One of my ‘nerdiest’ passions is for conlangs, short for ‘constructed languages.’ Examples of these include Klingon and the various tongues in Tolkien’s books. These are often created by creative linguists or people with an advanced knowledge of languages, although countless laypeople create them for fun.
Related to this concept are what might be called condialects. There are, in a number of works of fiction, intricately crafted varieties of English that are entirely made up. Many of the most famous examples of these appear in popular or renowned works of literature and film. Here are a few examples.
1.) Yoda from Star Wars. Creating Yoda’s distinctive idiolect mustn’t have been very complicated. It was simply a matter of changing the typical word order of English, which is normally Subject-Verb-Object to Object-Subject-Verb. A very simple trick this is.
Interestingly, Yoda at times treats modal and auxiliary verbs as separate from the main verb. For example, in one line, Yoda says, ‘ find your planet you will,’ splitting the verb phrase ‘you will find.’ So he seems to have a solid grasp of the finer points of English morphology, but somehow misses some basic structural rules. A flaw with Yoda-speak, perhaps. Then again, why is anybody in Star Wars speaking English in the first place?
2.) Finnegan’s Wake by James Joyce. Many Joyce scholars classify this as a language, but this classic of Irish literature is arguably in some kind of English, albeit of a very strange type. Here’s a sample, from the first few pages:
Bygmester Finnegan, of the Stuttering Hand, freemen’s maurer, lived in the broadest way immarginable in his rushlit toofarback for messuages before joshuan judges had given us numbers or Helviticus committed deuteronomy…
I don’t have a PhD in Joyce Studies, so I can’t delve too deeply into how the work should be classified from a linguistic standpoint. Also, I admittedly haven’t read it (sorry). The novel is written in strange blend of poetic language, with bits of Norwegian, Biblical allusions, and Hiberno-English thrown in. Again, I’m not quite sure if you could classify it a ‘dialect,’ but it’s at least worth an honorable mention here.

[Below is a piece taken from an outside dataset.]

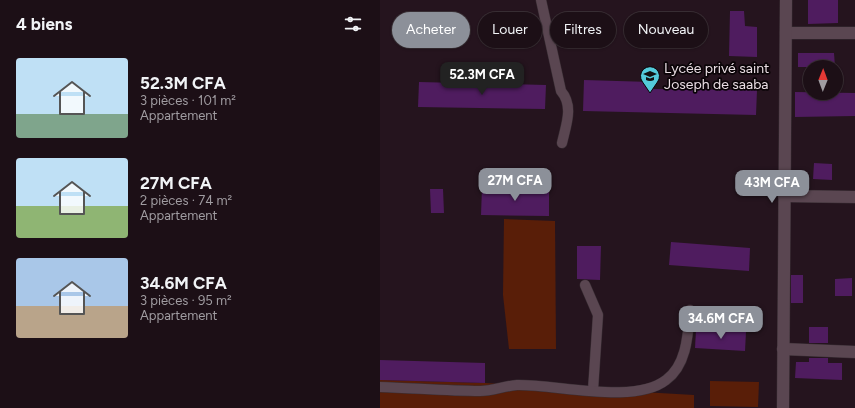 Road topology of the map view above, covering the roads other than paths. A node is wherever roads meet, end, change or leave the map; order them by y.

3.) A Clockwork Orange by Anthony Burgess. The language in this novel is the most unambiguously a condialect, and created by a trained linguist, to boot. Set in a horrifying futuristic Britain, the protagonist speaks a Cockney-ish dialect that has a number of Russian-derived slang words, such as ‘droog’ (meaning ‘mate’), which derives from Russian druk and ‘devotchka,’ meaning girl.
One of my favorite aspects of the book is that Burgess creates a number of words that lie in between Russian and English. Take ‘lubbilubbing,’ for example, which means fornicating. The word apparently derives from Russian lyublyu, meaning ‘love,’ but is also believable as an entirely English neologism.
4.) Everything is Illuminated by Jonathan Saffran Foer. A large chunk of this novel is narrated by a Ukrainian English-learner named Alexander Perchov, hence this charmingly error-ridded beginning to the book:
My legal name is Alexander Perchov. But all of my many friends dub me Alex, because that is a more flaccid-to-utter version of my legal name.
Foer’s detractors complained that too much of the book read like an elaborate misuse of the thesaurus function on MS Word. But there is a certain skill to employing just the right wrong word. (Using ‘facile’ in the above sentence instead of ‘flaccid’ wouldn’t have the same comic punch). It’s a lot less linguistically complex than what Burgess did, but much more of an achievement than critics give it credit for.
5.) Room by Emma Donoghue. Like most entries on this list, it is highly debatable whether this Irish writer’s harrowing novel about abduction is written in a ‘dialect,’ but it definitely has its own syntactic and grammatical oddities. Donoghue conveys the story through the voice of a five-year-old boy, which normally might disqualify it as an example of condialecting. However, this particular child lives in a tiny room with his mother: both are prisoner of a psychopath who has contructed an inescapable cell, although the boy doesn’t realize this until well into the book.
This results in an odd mother-child language that goes beyond mere child-speech. Objects are referred to as if they were almost people, sans article: ‘Room,’ ‘Skylight,’ ‘Lamp.’ With this comes an interesting system of genders (‘Plant’ and ‘Refrigerator’ are female, while ‘Watch’ and ‘Jeep’ are male). The sun is referrered to as ‘God,’ pills are ‘killers’ (presumable a shortened version of ‘painkillers’), and television stations are ‘planets.’ The book examines what happens to a child’s mind when it’s cut off from the world, including a child’s language.
Those are a few examples I can think of off the top of my head. Any other renowned condialects?